In a study published last month in Matter, a team of researchers led by Prof. Luo Jianlin of the Institute of Physics of the Chinese Academy of Sciences (CAS) presented strong evidence indicating that LK99 does not exhibit superconducting properties, thus contradicting claims previous reports on its superconductivity.
Previously, Sukbae Lee and his South Korean colleagues had claimed that LK99 acted as a superconductor at room pressure , with a critical temperature (Tc) reaching up to 127°C (400 K). This groundbreaking news generated great excitement among both scientists and social media due to its potential impact on technology.
As reported by Nature News, claims about the compound’s supposed superconductivity went viral, generating numerous replication attempts by scientists and hobbyists alike.

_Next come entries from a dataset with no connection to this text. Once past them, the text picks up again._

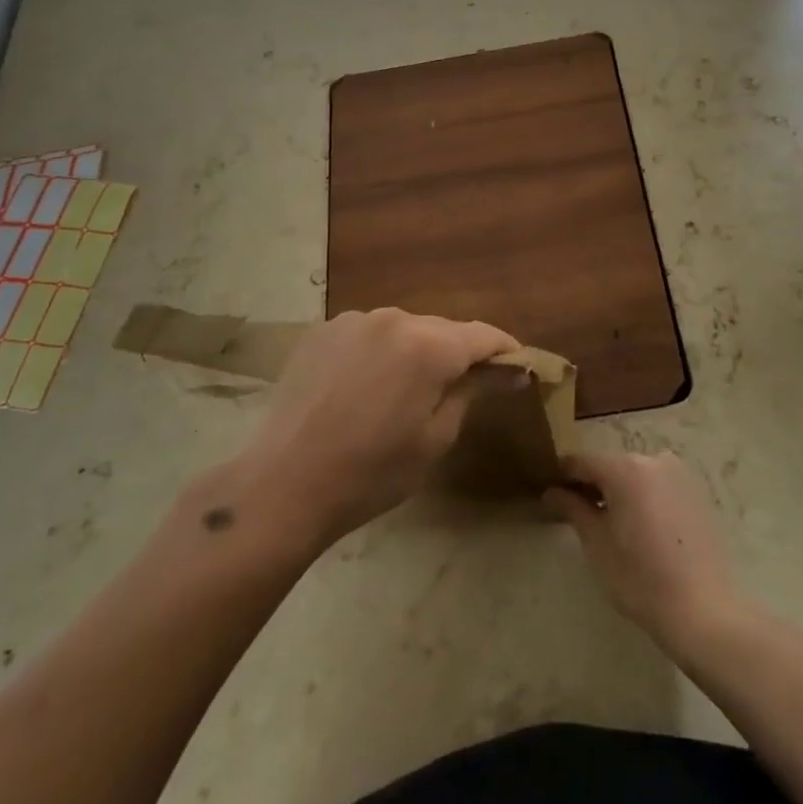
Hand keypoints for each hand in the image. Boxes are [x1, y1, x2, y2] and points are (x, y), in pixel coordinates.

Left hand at [217, 308, 516, 554]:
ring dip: (416, 351)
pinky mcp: (322, 330)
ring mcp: (353, 320)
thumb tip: (509, 371)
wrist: (283, 485)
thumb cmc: (371, 473)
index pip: (482, 335)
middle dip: (459, 353)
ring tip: (408, 390)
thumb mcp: (435, 438)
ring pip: (404, 329)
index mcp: (428, 345)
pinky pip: (368, 334)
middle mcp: (394, 318)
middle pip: (442, 329)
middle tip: (465, 386)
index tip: (519, 367)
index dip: (506, 349)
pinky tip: (366, 386)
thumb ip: (472, 391)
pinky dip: (380, 352)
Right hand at [545, 450, 741, 653]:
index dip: (562, 477)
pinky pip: (659, 485)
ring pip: (636, 475)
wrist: (702, 609)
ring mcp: (679, 474)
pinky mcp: (696, 492)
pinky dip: (644, 497)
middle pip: (611, 465)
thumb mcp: (596, 543)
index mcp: (625, 467)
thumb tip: (551, 491)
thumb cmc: (639, 577)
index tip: (550, 494)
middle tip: (577, 514)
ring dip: (620, 491)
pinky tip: (642, 529)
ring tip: (610, 525)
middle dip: (592, 485)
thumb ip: (571, 508)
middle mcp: (653, 459)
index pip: (582, 462)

Despite efforts by several groups to reproduce the results, none have so far presented direct evidence of superconductivity. The most puzzling question is what causes the marked decrease in resistivity and why it occurs only in some samples.
LK99’s “superconductivity” came to an end
In this study, the researchers observed that the LK99 generated by Lee and colleagues contained a significant amount of Cu2S impurity, which undergoes a structural phase transition from a hexagonal structure at high temperature to a monoclinic structure at low temperature around 400 K. They discovered that The resistivity of Cu2S decreased between three and four orders of magnitude around 385 K , close to the transition temperature reported in the references.
Additionally, they carried out resistivity measurements of the combination of LK99 and Cu2S, identifying an abrupt transition in resistivity at a temperature consistent with previously reported discoveries, but without reaching zero resistance.
It is essential to highlight that this first-order structural transition differs markedly from the second-order superconducting transition. The researchers observed thermal hysteresis behavior in resistivity and magnetic susceptibility measurements, confirming that it is a first-order transition and cannot be considered a second-order superconducting transition.